» **Exercise**
Omit every picture and output the rest of the records exactly as they are.

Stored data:
================================

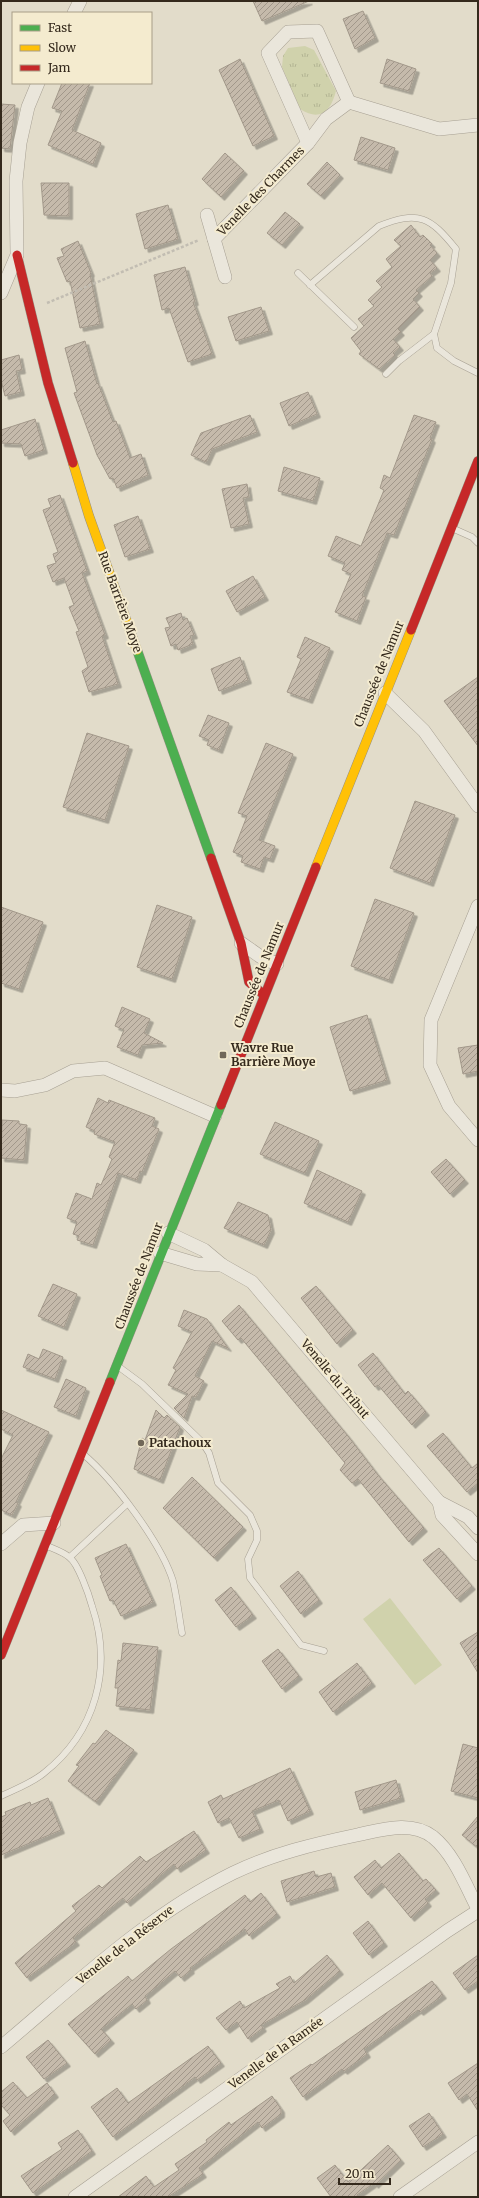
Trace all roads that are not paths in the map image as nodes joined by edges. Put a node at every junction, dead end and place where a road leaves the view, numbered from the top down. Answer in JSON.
{"nodes":[{"id":1,"x":80,"y":1,"type":"edge"},
{"id":2,"x":74,"y":12,"type":"edge"},
{"id":3,"x":38,"y":84,"type":"edge"},
{"id":4,"x":349,"y":102,"type":"junction"},
{"id":5,"x":478,"y":125,"type":"edge"},
{"id":6,"x":308,"y":143,"type":"junction"},
{"id":7,"x":207,"y":215,"type":"dead end"},
{"id":8,"x":214,"y":237,"type":"junction"},
{"id":9,"x":17,"y":255,"type":"junction"},
{"id":10,"x":298,"y":273,"type":"dead end"},
{"id":11,"x":225,"y":277,"type":"dead end"},
{"id":12,"x":310,"y":285,"type":"junction"},
{"id":13,"x":1,"y":293,"type":"edge"},
{"id":14,"x":354,"y":327,"type":"dead end"},
{"id":15,"x":434,"y":334,"type":"junction"},
{"id":16,"x":478,"y":373,"type":"edge"},
{"id":17,"x":386,"y":374,"type":"dead end"},
{"id":18,"x":478,"y":460,"type":"edge"},
{"id":19,"x":451,"y":528,"type":"junction"},
{"id":20,"x":478,"y":543,"type":"edge"},
{"id":21,"x":384,"y":693,"type":"junction"},
{"id":22,"x":478,"y":806,"type":"edge"},
{"id":23,"x":478,"y":906,"type":"edge"},
{"id":24,"x":241,"y":943,"type":"junction"},
{"id":25,"x":277,"y":964,"type":"junction"},
{"id":26,"x":264,"y":995,"type":"junction"},
{"id":27,"x":1,"y":1090,"type":"edge"},
{"id":28,"x":215,"y":1116,"type":"junction"},
{"id":29,"x":478,"y":1140,"type":"edge"},
{"id":30,"x":168,"y":1233,"type":"junction"},
{"id":31,"x":160,"y":1253,"type":"junction"},
{"id":32,"x":222,"y":1265,"type":"junction"},
{"id":33,"x":117,"y":1366,"type":"junction"},
{"id":34,"x":80,"y":1452,"type":"junction"},
{"id":35,"x":439,"y":1502,"type":"junction"},
{"id":36,"x":127,"y":1504,"type":"junction"},
{"id":37,"x":54,"y":1523,"type":"junction"},
{"id":38,"x":478,"y":1528,"type":"edge"},
{"id":39,"x":1,"y":1544,"type":"edge"},
{"id":40,"x":45,"y":1545,"type":"junction"},
{"id":41,"x":478,"y":1554,"type":"edge"},
{"id":42,"x":70,"y":1557,"type":"junction"},
{"id":43,"x":182,"y":1633,"type":"dead end"},
{"id":44,"x":324,"y":1650,"type":"dead end"},
{"id":45,"x":1,"y":1655,"type":"edge"},
{"id":46,"x":1,"y":1796,"type":"edge"},
{"id":47,"x":478,"y":1910,"type":"edge"},
{"id":48,"x":1,"y":2047,"type":"edge"},
{"id":49,"x":478,"y":2142,"type":"edge"},
{"id":50,"x":74,"y":2197,"type":"edge"},
{"id":51,"x":400,"y":2197,"type":"edge"}],
"edges":[{"from":1,"to":2,"type":"street"},
{"from":3,"to":9,"type":"street"},
{"from":4,"to":5,"type":"street"},
{"from":4,"to":6,"type":"street","name":"Venelle des Charmes"},
{"from":4,"to":6,"type":"street","name":"Venelle des Charmes"},
{"from":6,"to":8,"type":"street","name":"Venelle des Charmes"},
{"from":7,"to":8,"type":"street","name":"Venelle des Charmes"},
{"from":8,"to":11,"type":"street","name":"Venelle des Charmes"},
{"from":9,"to":13,"type":"street"},
{"from":9,"to":24,"type":"main road","name":"Rue Barrière Moye"},
{"from":10,"to":12,"type":"lane"},
{"from":12,"to":14,"type":"lane"},
{"from":12,"to":15,"type":"lane"},
{"from":15,"to":16,"type":"lane"},
{"from":15,"to":17,"type":"lane"},
{"from":18,"to":19,"type":"main road","name":"Chaussée de Namur"},
{"from":19,"to":20,"type":"lane"},
{"from":19,"to":21,"type":"main road","name":"Chaussée de Namur"},
{"from":21,"to":22,"type":"street"},
{"from":21,"to":25,"type":"main road","name":"Chaussée de Namur"},
{"from":23,"to":29,"type":"street"},
{"from":24,"to":25,"type":"street"},
{"from":24,"to":26,"type":"main road","name":"Rue Barrière Moye"},
{"from":25,"to":26,"type":"main road","name":"Chaussée de Namur"},
{"from":26,"to":28,"type":"main road","name":"Chaussée de Namur"},
{"from":27,"to":28,"type":"street"},
{"from":28,"to":30,"type":"main road","name":"Chaussée de Namur"},
{"from":30,"to":31,"type":"main road","name":"Chaussée de Namur"},
{"from":30,"to":32,"type":"street","name":"Venelle du Tribut"},
{"from":31,"to":32,"type":"street","name":"Venelle du Tribut"},
{"from":31,"to":33,"type":"main road","name":"Chaussée de Namur"},
{"from":32,"to":35,"type":"street","name":"Venelle du Tribut"},
{"from":33,"to":34,"type":"main road","name":"Chaussée de Namur"},
{"from":33,"to":44,"type":"lane"},
{"from":34,"to":36,"type":"lane"},
{"from":34,"to":37,"type":"main road","name":"Chaussée de Namur"},
{"from":35,"to":38,"type":"street","name":"Venelle du Tribut"},
{"from":35,"to":41,"type":"street","name":"Venelle du Tribut"},
{"from":36,"to":42,"type":"lane"},
{"from":36,"to":43,"type":"lane"},
{"from":37,"to":39,"type":"street"},
{"from":37,"to":40,"type":"main road","name":"Chaussée de Namur"},
{"from":40,"to":42,"type":"lane"},
{"from":40,"to":45,"type":"main road","name":"Chaussée de Namur"},
{"from":42,"to":46,"type":"lane"},
{"from":47,"to":48,"type":"street","name":"Venelle de la Réserve"},
{"from":47,"to":50,"type":"street","name":"Venelle de la Ramée"},
{"from":49,"to":51,"type":"street"}]}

================================

» **Solution to this problem**
Trace all roads that are not paths in the map image as nodes joined by edges. Put a node at every junction, dead end and place where a road leaves the view, numbered from the top down. Answer in JSON.
{"nodes":[{"id":1,"x":80,"y":1,"type":"edge"},
{"id":2,"x":74,"y":12,"type":"edge"},
{"id":3,"x":38,"y":84,"type":"edge"},
{"id":4,"x":349,"y":102,"type":"junction"},
{"id":5,"x":478,"y":125,"type":"edge"},
{"id":6,"x":308,"y":143,"type":"junction"},
{"id":7,"x":207,"y":215,"type":"dead end"},
{"id":8,"x":214,"y":237,"type":"junction"},
{"id":9,"x":17,"y":255,"type":"junction"},
{"id":10,"x":298,"y":273,"type":"dead end"},
{"id":11,"x":225,"y":277,"type":"dead end"},
{"id":12,"x":310,"y":285,"type":"junction"},
{"id":13,"x":1,"y":293,"type":"edge"},
{"id":14,"x":354,"y":327,"type":"dead end"},
{"id":15,"x":434,"y":334,"type":"junction"},
{"id":16,"x":478,"y":373,"type":"edge"},
{"id":17,"x":386,"y":374,"type":"dead end"},
{"id":18,"x":478,"y":460,"type":"edge"},
{"id":19,"x":451,"y":528,"type":"junction"},
{"id":20,"x":478,"y":543,"type":"edge"},
{"id":21,"x":384,"y":693,"type":"junction"},
{"id":22,"x":478,"y":806,"type":"edge"},
{"id":23,"x":478,"y":906,"type":"edge"},
{"id":24,"x":241,"y":943,"type":"junction"},
{"id":25,"x":277,"y":964,"type":"junction"},
{"id":26,"x":264,"y":995,"type":"junction"},
{"id":27,"x":1,"y":1090,"type":"edge"},
{"id":28,"x":215,"y":1116,"type":"junction"},
{"id":29,"x":478,"y":1140,"type":"edge"},
{"id":30,"x":168,"y":1233,"type":"junction"},
{"id":31,"x":160,"y":1253,"type":"junction"},
{"id":32,"x":222,"y":1265,"type":"junction"},
{"id":33,"x":117,"y":1366,"type":"junction"},
{"id":34,"x":80,"y":1452,"type":"junction"},
{"id":35,"x":439,"y":1502,"type":"junction"},
{"id":36,"x":127,"y":1504,"type":"junction"},
{"id":37,"x":54,"y":1523,"type":"junction"},
{"id":38,"x":478,"y":1528,"type":"edge"},
{"id":39,"x":1,"y":1544,"type":"edge"},
{"id":40,"x":45,"y":1545,"type":"junction"},
{"id":41,"x":478,"y":1554,"type":"edge"},
{"id":42,"x":70,"y":1557,"type":"junction"},
{"id":43,"x":182,"y":1633,"type":"dead end"},
{"id":44,"x":324,"y":1650,"type":"dead end"},
{"id":45,"x":1,"y":1655,"type":"edge"},
{"id":46,"x":1,"y":1796,"type":"edge"},
{"id":47,"x":478,"y":1910,"type":"edge"},
{"id":48,"x":1,"y":2047,"type":"edge"},
{"id":49,"x":478,"y":2142,"type":"edge"},
{"id":50,"x":74,"y":2197,"type":"edge"},
{"id":51,"x":400,"y":2197,"type":"edge"}],
"edges":[{"from":1,"to":2,"type":"street"},
{"from":3,"to":9,"type":"street"},
{"from":4,"to":5,"type":"street"},
{"from":4,"to":6,"type":"street","name":"Venelle des Charmes"},
{"from":4,"to":6,"type":"street","name":"Venelle des Charmes"},
{"from":6,"to":8,"type":"street","name":"Venelle des Charmes"},
{"from":7,"to":8,"type":"street","name":"Venelle des Charmes"},
{"from":8,"to":11,"type":"street","name":"Venelle des Charmes"},
{"from":9,"to":13,"type":"street"},
{"from":9,"to":24,"type":"main road","name":"Rue Barrière Moye"},
{"from":10,"to":12,"type":"lane"},
{"from":12,"to":14,"type":"lane"},
{"from":12,"to":15,"type":"lane"},
{"from":15,"to":16,"type":"lane"},
{"from":15,"to":17,"type":"lane"},
{"from":18,"to":19,"type":"main road","name":"Chaussée de Namur"},
{"from":19,"to":20,"type":"lane"},
{"from":19,"to":21,"type":"main road","name":"Chaussée de Namur"},
{"from":21,"to":22,"type":"street"},
{"from":21,"to":25,"type":"main road","name":"Chaussée de Namur"},
{"from":23,"to":29,"type":"street"},
{"from":24,"to":25,"type":"street"},
{"from":24,"to":26,"type":"main road","name":"Rue Barrière Moye"},
{"from":25,"to":26,"type":"main road","name":"Chaussée de Namur"},
{"from":26,"to":28,"type":"main road","name":"Chaussée de Namur"},
{"from":27,"to":28,"type":"street"},
{"from":28,"to":30,"type":"main road","name":"Chaussée de Namur"},
{"from":30,"to":31,"type":"main road","name":"Chaussée de Namur"},
{"from":30,"to":32,"type":"street","name":"Venelle du Tribut"},
{"from":31,"to":32,"type":"street","name":"Venelle du Tribut"},
{"from":31,"to":33,"type":"main road","name":"Chaussée de Namur"},
{"from":32,"to":35,"type":"street","name":"Venelle du Tribut"},
{"from":33,"to":34,"type":"main road","name":"Chaussée de Namur"},
{"from":33,"to":44,"type":"lane"},
{"from":34,"to":36,"type":"lane"},
{"from":34,"to":37,"type":"main road","name":"Chaussée de Namur"},
{"from":35,"to":38,"type":"street","name":"Venelle du Tribut"},
{"from":35,"to":41,"type":"street","name":"Venelle du Tribut"},
{"from":36,"to":42,"type":"lane"},
{"from":36,"to":43,"type":"lane"},
{"from":37,"to":39,"type":"street"},
{"from":37,"to":40,"type":"main road","name":"Chaussée de Namur"},
{"from":40,"to":42,"type":"lane"},
{"from":40,"to":45,"type":"main road","name":"Chaussée de Namur"},
{"from":42,"to":46,"type":"lane"},
{"from":47,"to":48,"type":"street","name":"Venelle de la Réserve"},
{"from":47,"to":50,"type":"street","name":"Venelle de la Ramée"},
{"from":49,"to":51,"type":"street"}]}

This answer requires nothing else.